Dallas survey reveals current mood of TX shale oil industry

By Luke Geiver | January 04, 2019

As oil prices hover in the low $50 per barrel range, shale oil industry participants remain flat on their activity level commitments. The Federal Reserve Bank of Dallas recently released its oil and gas sector survey. After 10 quarters of rising activity, the most recent survey for Q4 2018 revealed operators and service providers will remain unchanged with their activity levels.

While the business activity index fell sharply from Q3 to Q4—43.3 in Q3 to 2.3 in Q4—the survey still showed that most industry participants believe their respective firms will spend more capital in 2019 than in 2018. The main objective for all operators appeared to be production growth, followed by asset acquisition and the production maintenance.

The following is a portion of the report:

Oil and gas production increased for the ninth consecutive quarter, according to executives at E&P firms. The oil production index moved down from 34.8 in the third quarter to 29.1 in the fourth. Additionally, the natural gas production index fell from 35.5 to 24.8.

The index for utilization of equipment by oilfield services firms dropped sharply in the fourth quarter, with the corresponding index at 1.6, down 43 points from the third quarter. This suggests utilization rates remained relatively unchanged from the third quarter. Input costs on the services side increased but at a slower pace as the index declined from 46.6 to 36.7. Meanwhile, the index of prices received for oilfield services fell sharply from 23.2 to zero, suggesting prices were unchanged on a quarter-over-quarter basis. Looking at the special question responses, operating margins declined for oilfield services firms in the fourth quarter relative to the third.

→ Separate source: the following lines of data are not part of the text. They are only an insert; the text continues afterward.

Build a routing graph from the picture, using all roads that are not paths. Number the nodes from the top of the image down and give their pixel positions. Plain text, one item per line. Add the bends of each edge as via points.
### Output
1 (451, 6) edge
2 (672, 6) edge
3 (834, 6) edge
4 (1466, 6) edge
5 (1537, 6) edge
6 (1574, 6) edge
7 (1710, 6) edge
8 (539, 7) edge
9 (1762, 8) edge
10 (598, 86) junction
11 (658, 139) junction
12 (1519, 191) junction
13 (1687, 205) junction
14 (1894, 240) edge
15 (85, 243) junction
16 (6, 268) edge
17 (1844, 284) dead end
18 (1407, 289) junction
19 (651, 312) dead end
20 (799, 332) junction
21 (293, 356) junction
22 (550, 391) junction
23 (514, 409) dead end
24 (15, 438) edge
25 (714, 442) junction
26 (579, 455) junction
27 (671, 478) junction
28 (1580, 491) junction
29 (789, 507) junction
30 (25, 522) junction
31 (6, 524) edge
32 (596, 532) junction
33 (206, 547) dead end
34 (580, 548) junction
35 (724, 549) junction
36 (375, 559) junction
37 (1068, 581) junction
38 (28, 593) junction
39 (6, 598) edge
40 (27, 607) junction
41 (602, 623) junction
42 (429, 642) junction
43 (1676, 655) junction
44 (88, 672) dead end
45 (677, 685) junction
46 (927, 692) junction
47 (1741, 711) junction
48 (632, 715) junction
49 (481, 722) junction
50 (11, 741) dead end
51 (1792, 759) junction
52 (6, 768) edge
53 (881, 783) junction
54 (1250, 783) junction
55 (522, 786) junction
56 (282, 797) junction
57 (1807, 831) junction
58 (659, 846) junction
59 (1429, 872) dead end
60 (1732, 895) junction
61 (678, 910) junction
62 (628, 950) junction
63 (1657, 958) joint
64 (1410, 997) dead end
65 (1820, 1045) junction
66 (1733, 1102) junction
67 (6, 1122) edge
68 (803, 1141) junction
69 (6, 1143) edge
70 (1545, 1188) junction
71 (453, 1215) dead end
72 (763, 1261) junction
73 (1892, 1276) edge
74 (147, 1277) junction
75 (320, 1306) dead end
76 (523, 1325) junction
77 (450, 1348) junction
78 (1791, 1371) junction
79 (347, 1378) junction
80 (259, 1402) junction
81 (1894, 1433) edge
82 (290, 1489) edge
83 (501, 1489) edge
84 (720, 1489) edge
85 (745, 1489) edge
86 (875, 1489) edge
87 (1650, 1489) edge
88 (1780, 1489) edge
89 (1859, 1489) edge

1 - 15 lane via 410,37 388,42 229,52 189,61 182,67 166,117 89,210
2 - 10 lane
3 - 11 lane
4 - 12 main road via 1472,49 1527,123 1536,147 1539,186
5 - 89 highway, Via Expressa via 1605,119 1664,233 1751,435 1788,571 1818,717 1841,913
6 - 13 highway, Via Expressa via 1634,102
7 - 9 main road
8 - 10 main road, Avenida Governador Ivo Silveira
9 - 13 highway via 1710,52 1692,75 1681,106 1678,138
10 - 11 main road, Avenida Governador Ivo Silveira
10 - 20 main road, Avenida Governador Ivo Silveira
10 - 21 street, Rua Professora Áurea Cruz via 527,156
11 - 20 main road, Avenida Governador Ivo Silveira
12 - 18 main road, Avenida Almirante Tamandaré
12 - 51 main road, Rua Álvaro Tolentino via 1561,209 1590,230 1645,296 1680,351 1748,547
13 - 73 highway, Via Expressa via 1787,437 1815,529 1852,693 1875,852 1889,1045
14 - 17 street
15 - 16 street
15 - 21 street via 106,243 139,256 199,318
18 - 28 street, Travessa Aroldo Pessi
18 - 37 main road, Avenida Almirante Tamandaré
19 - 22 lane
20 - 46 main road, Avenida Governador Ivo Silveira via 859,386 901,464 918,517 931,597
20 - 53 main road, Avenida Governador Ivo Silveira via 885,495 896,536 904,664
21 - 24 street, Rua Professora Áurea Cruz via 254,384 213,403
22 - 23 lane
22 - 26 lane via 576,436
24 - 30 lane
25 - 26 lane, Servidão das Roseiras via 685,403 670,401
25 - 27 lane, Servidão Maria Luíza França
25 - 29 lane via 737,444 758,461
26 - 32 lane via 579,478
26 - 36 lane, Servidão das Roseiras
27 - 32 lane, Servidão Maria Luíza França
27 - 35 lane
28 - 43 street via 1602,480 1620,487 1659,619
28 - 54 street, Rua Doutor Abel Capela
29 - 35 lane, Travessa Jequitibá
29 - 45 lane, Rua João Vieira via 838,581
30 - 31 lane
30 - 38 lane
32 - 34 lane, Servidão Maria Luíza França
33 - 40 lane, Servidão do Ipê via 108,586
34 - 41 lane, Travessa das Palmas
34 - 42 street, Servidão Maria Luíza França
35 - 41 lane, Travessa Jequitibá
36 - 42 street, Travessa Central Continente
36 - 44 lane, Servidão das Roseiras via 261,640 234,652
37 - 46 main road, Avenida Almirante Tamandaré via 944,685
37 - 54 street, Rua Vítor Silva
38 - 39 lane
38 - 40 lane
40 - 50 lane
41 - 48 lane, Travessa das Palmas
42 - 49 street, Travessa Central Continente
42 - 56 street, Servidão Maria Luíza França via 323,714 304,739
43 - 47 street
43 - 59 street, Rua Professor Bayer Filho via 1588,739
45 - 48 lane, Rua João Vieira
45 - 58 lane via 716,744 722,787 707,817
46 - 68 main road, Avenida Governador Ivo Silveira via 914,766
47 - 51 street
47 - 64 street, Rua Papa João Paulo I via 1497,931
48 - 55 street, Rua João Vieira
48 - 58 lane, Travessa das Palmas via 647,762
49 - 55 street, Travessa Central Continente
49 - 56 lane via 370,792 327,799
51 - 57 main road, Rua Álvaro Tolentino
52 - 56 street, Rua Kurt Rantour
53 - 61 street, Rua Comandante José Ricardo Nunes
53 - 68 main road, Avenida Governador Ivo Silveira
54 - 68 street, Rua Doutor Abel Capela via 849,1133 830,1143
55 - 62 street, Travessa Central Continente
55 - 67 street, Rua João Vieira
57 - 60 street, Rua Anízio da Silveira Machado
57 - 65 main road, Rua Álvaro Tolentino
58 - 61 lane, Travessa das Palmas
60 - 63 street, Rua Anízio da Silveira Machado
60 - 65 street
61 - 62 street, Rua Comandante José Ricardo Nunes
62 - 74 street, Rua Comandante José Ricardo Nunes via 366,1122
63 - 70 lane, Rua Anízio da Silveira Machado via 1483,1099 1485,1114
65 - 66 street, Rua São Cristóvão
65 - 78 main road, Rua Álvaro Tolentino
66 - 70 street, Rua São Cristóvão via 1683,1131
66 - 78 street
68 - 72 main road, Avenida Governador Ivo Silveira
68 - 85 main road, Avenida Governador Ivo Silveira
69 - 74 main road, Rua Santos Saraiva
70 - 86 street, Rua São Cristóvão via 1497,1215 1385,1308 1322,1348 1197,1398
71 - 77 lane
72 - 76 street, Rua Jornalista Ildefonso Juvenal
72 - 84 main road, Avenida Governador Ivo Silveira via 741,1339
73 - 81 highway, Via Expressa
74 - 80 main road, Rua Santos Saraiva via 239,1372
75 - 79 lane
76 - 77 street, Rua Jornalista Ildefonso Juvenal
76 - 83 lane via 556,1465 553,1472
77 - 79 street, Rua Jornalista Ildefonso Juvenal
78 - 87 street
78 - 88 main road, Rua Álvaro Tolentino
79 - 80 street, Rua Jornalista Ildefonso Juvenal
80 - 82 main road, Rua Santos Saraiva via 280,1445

Labor market indexes pointed to moderation in both employment and work hours growth in the fourth quarter, particularly for oilfield services, while wage growth accelerated. The employment index for services fell sharply, from 31.7 to 17.5. The hours worked index for services also dropped, from 41.0 to 19.4. The declines were smaller for E&P firms as the employment index moved down from 17.4 to 11.5 and the hours worked index fell from 12.8 to 7.7. The aggregate wages and benefits index advanced from 23.5 to 32.9.

The company outlook index posted its first negative reading since first quarter 2016, plunging 57 points to -10.2 in the fourth quarter. This drop was particularly prominent among oilfield services firms, where the company outlook slumped 64 points to -17.2. The uncertainty index jumped 34 points to 42.4, pointing to heightened uncertainty regarding firms’ outlooks. Almost 58 percent of firms reported greater uncertainty.

When asked about expectations for where West Texas Intermediate (WTI) oil prices would be by year-end 2019, the average response was $59.97 per barrel. This is close to $11 higher than the average spot price during the survey period, which was $49.22 per barrel. Responses ranged from $45 to $80.

On average, respondents expect Henry Hub natural gas prices to be $3.34 per million British thermal units (MMBtu) at the end of 2019. Responses ranged from $2 to $5.50. For reference, Henry Hub spot prices averaged $3.97 per MMBtu during the survey collection period.